18. Container (1) with a container opening (8), substantially comprising a rigid outer container (2) and an inner bag (3) arranged therein which is in contact with the container contents, manufactured according to claim 1, characterized in that at least one pressure equalizing opening (10) is formed in the base area (4) by a base seam (5) which is formed during the moulding process, which seam is at least partly cut off and which base seam (5) is deformed into a pressure equalizing opening by tearing the seam by introducing a radial force acting in the direction of the base seam; the inner bag (3) is made of a material which is still adhered to the outer container (2) and the end of the seam on one side of the base seam (5) so that the inner bag (3) is axially fixed; at the same time, at least one pressure equalization opening (10) is formed between the outer side of the inner bag (3) and the inner side of the outer container (2) to provide a constant pressure equalization.

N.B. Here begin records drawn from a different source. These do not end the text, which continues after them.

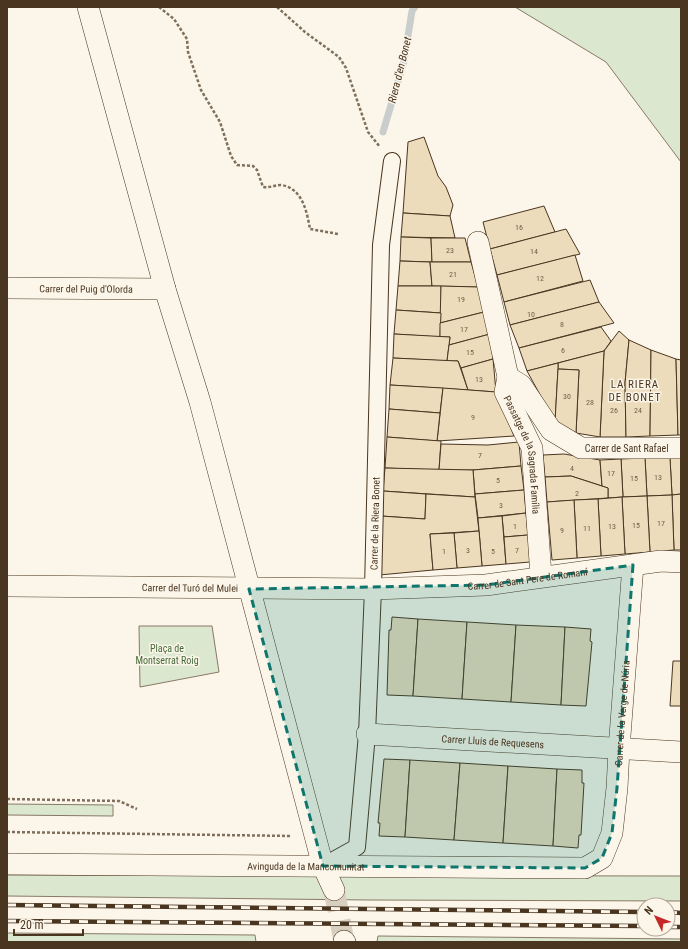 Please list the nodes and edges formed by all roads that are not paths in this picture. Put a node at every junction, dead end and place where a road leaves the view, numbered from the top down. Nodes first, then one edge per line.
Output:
1 (88, 7) edge
2 (392, 161) road end
3 (478, 242) dead end
4 (7, 288) edge
5 (165, 289) junction
6 (508, 377) junction
7 (681, 448) edge
8 (681, 562) edge
9 (633, 565) junction
10 (542, 576) junction
11 (7, 586) edge
12 (249, 589) junction
13 (373, 589) junction
14 (367, 734) junction
15 (619, 749) junction
16 (681, 752) edge
17 (602, 858) joint
18 (7, 864) edge
19 (323, 866) junction
20 (334, 890) tunnel mouth

1 - 5 street
2 - 13 street, Carrer de la Riera Bonet
3 - 6 street, Passatge de la Sagrada Família
4 - 5 street, Carrer del Puig d'Olorda
5 - 12 street
6 - 7 street, Carrer de Sant Rafael
6 - 10 street, Passatge de la Sagrada Família
8 - 9 street, Carrer de Sant Pere de Romaní
9 - 10 street, Carrer de Sant Pere de Romaní
9 - 15 street, Carrer de la Verge de Núria
10 - 13 street, Carrer de Sant Pere de Romaní
11 - 12 street, Carrer del Turó del Mulei
12 - 13 street, Carrer del Turó del Mulei
12 - 19 street
13 - 14 street, Carrer de la Riera Bonet
14 - 15 street, Carrer Lluis de Requesens
14 - 19 street, Carrer de la Riera Bonet
15 - 16 street, Carrer Lluis de Requesens
15 - 17 street, Carrer de la Verge de Núria
17 - 19 street, Avinguda de la Mancomunitat
18 - 19 street, Avinguda de la Mancomunitat
19 - 20 street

19. Container according to claim 18, characterized in that the container (1) is in the shape of a bottle.

20. Container according to claim 19, characterized in that the inner bag (3) is secured in the region of the neck (6) of the bottle in addition to the base region (4).

21. Container according to claim 20, characterized in that the inner bag (3) is clamped at least partially in the wall of the outer container (2) in the region of the neck (6) of the bottle.

22. A container as claimed in any one of claims 19 to 21, characterized in that the end face of the neck (6) is provided with a projection (7) which projects outwards in the radial direction.

23. A container according to claim 22, characterized in that the inner bag (3) and the outer container (2) are connected at least partly in the area of the protruding part (7) and that the joint is an upright or horizontal fold.

24. A container according to claim 22, characterized in that the projecting part (7) is made exclusively of the material of the outer container (2).